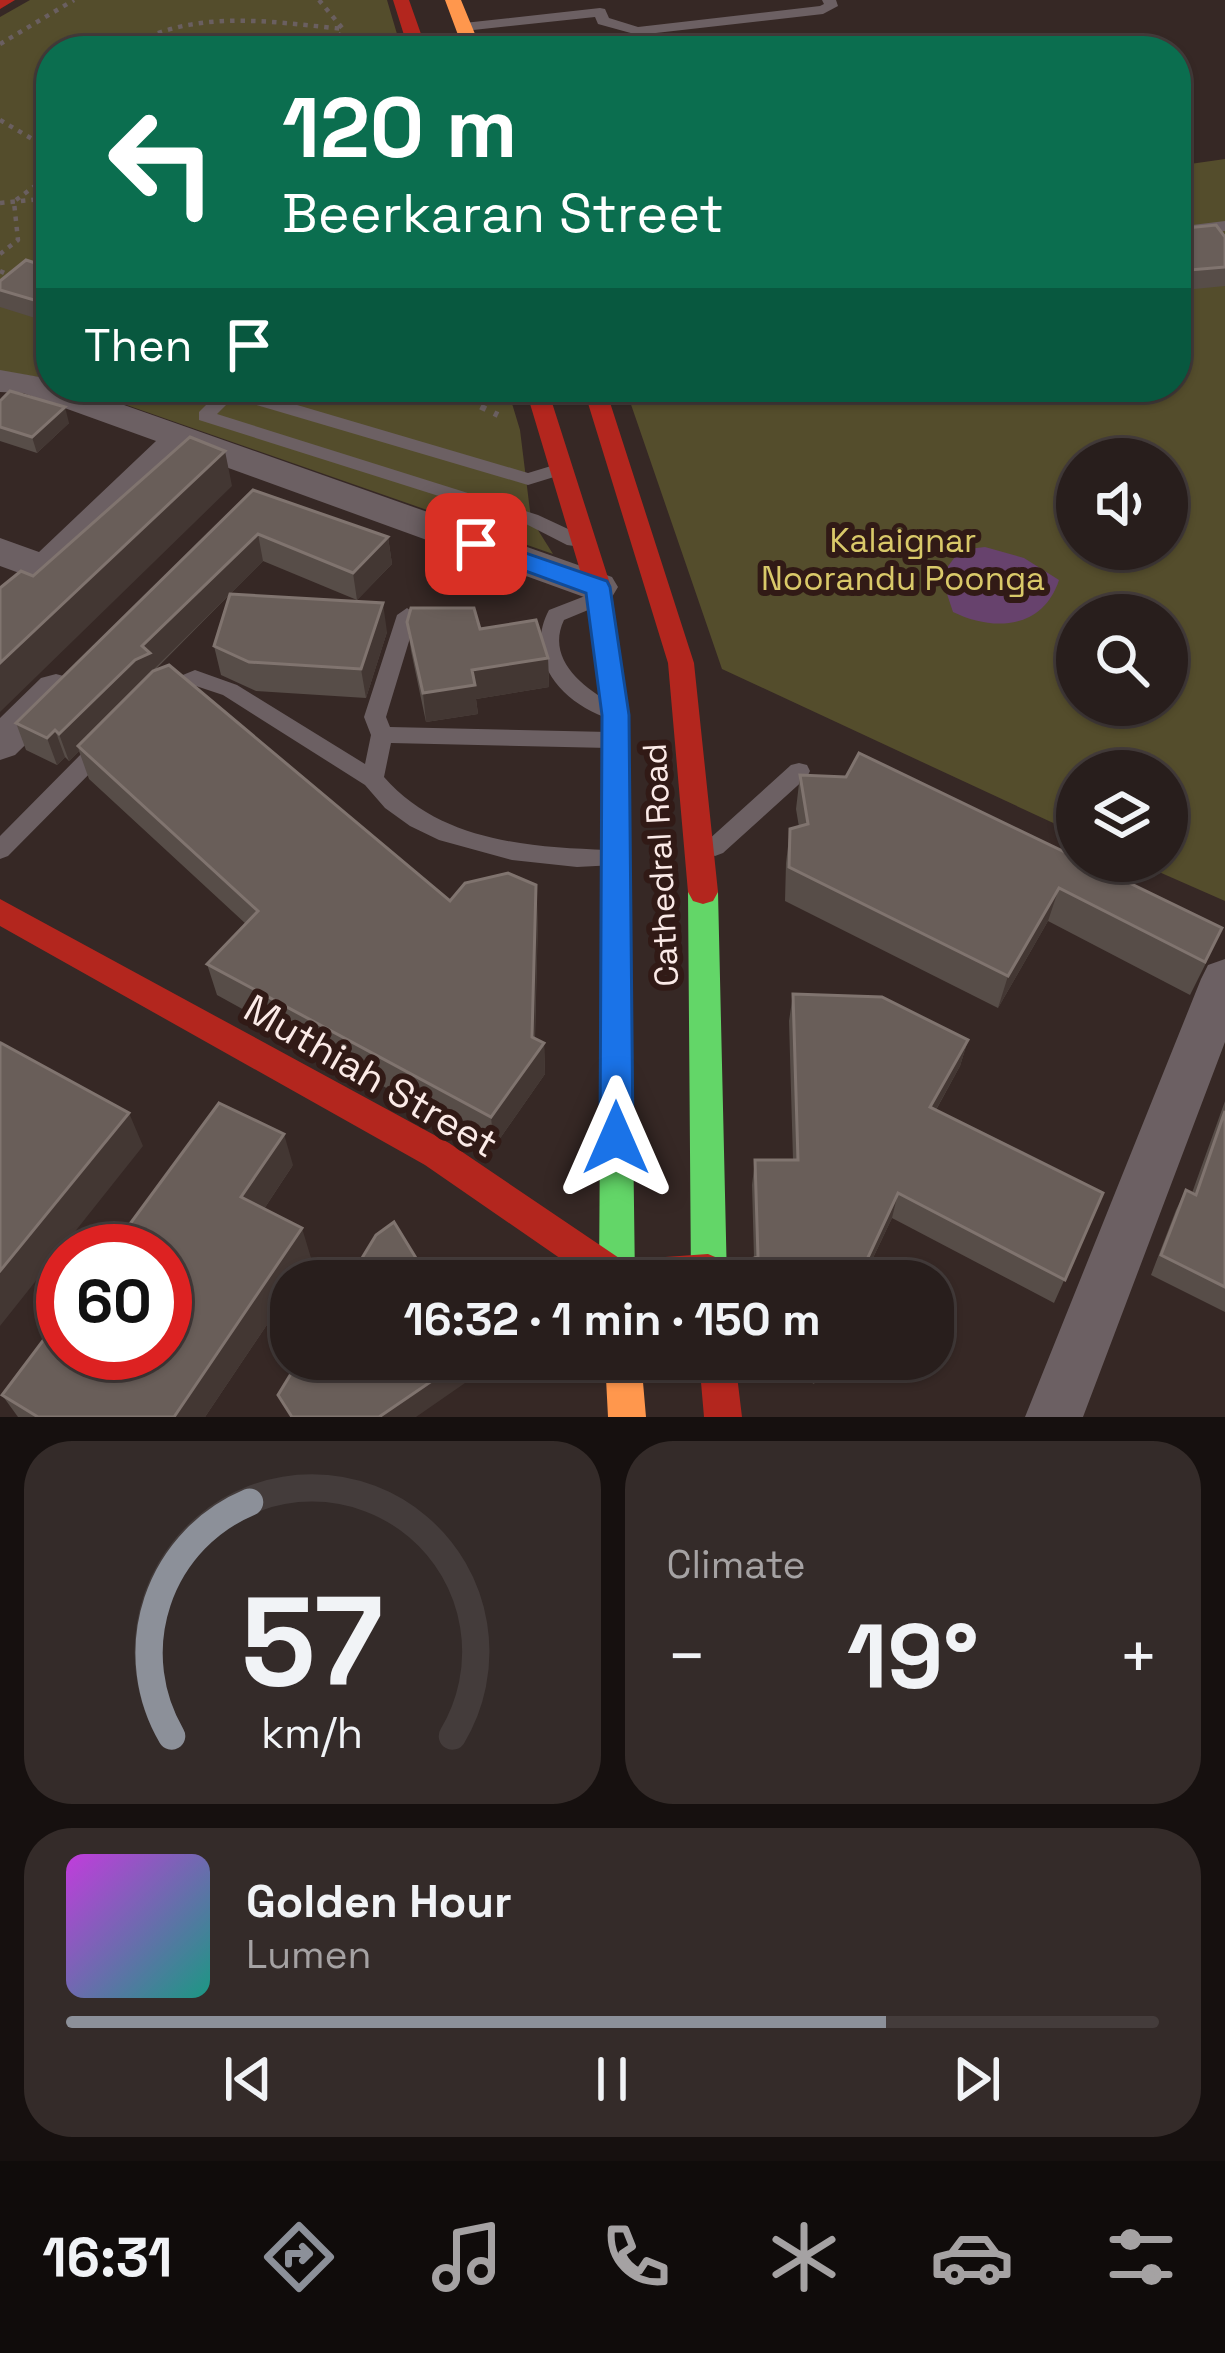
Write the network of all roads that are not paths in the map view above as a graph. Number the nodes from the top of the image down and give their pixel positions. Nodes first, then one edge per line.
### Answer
1 (400, 0) edge
2 (453, 0) edge
3 (830, 0) edge
4 (603, 6) edge
5 (413, 36) edge
6 (468, 36) edge
7 (481, 36) edge
8 (1225, 226) edge
9 (1191, 230) edge
10 (0, 381) edge
11 (36, 386) edge
12 (81, 402) edge
13 (219, 402) edge
14 (267, 402) edge
15 (540, 402) edge
16 (598, 402) edge
17 (181, 438) junction
18 (561, 469) junction
19 (274, 473) junction
20 (242, 505) edge
21 (586, 546) junction
22 (0, 551) edge
23 (599, 592) junction
24 (406, 615) edge
25 (81, 664) edge
26 (616, 728) junction
27 (382, 736) junction
28 (0, 744) edge
29 (799, 771) edge
30 (373, 779) junction
31 (0, 850) edge
32 (703, 858) junction
33 (615, 860) junction
34 (0, 911) edge
35 (1225, 979) edge
36 (590, 1260) edge
37 (617, 1260) edge
38 (708, 1260) edge
39 (624, 1380) edge
40 (719, 1380) edge
41 (627, 1417) edge
42 (723, 1417) edge
43 (1054, 1417) edge

1 - 5 main road
2 - 6 main road
3 - 4 lane
4 - 7 lane
8 - 9 lane
10 - 11 street
12 - 17 street
13 - 21 lane
14 - 18 lane
15 - 18 main road, Cathedral Road
16 - 32 main road, Cathedral Road
17 - 19 street
17 - 22 street
18 - 21 main road, Cathedral Road
19 - 20 street
19 - 23 street
21 - 23 main road, Cathedral Road
23 - 26 main road, Cathedral Road
23 - 26 lane
24 - 27 lane
25 - 28 street
26 - 27 lane
26 - 33 main road, Cathedral Road
27 - 30 lane
29 - 32 lane
30 - 31 lane
30 - 33 lane
32 - 38 main road, Cathedral Road
33 - 37 main road, Cathedral Road
34 - 36 main road, Muthiah Street
35 - 43 street
39 - 41 main road
40 - 42 main road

::::::::::

_WHAT IS BEING ASKED:_
Copy every line of the listing where the word "junction" appears.

_RESPONSE TO THIS TASK:_
17 (181, 438) junction
18 (561, 469) junction
19 (274, 473) junction
21 (586, 546) junction
23 (599, 592) junction
26 (616, 728) junction
27 (382, 736) junction
30 (373, 779) junction
32 (703, 858) junction
33 (615, 860) junction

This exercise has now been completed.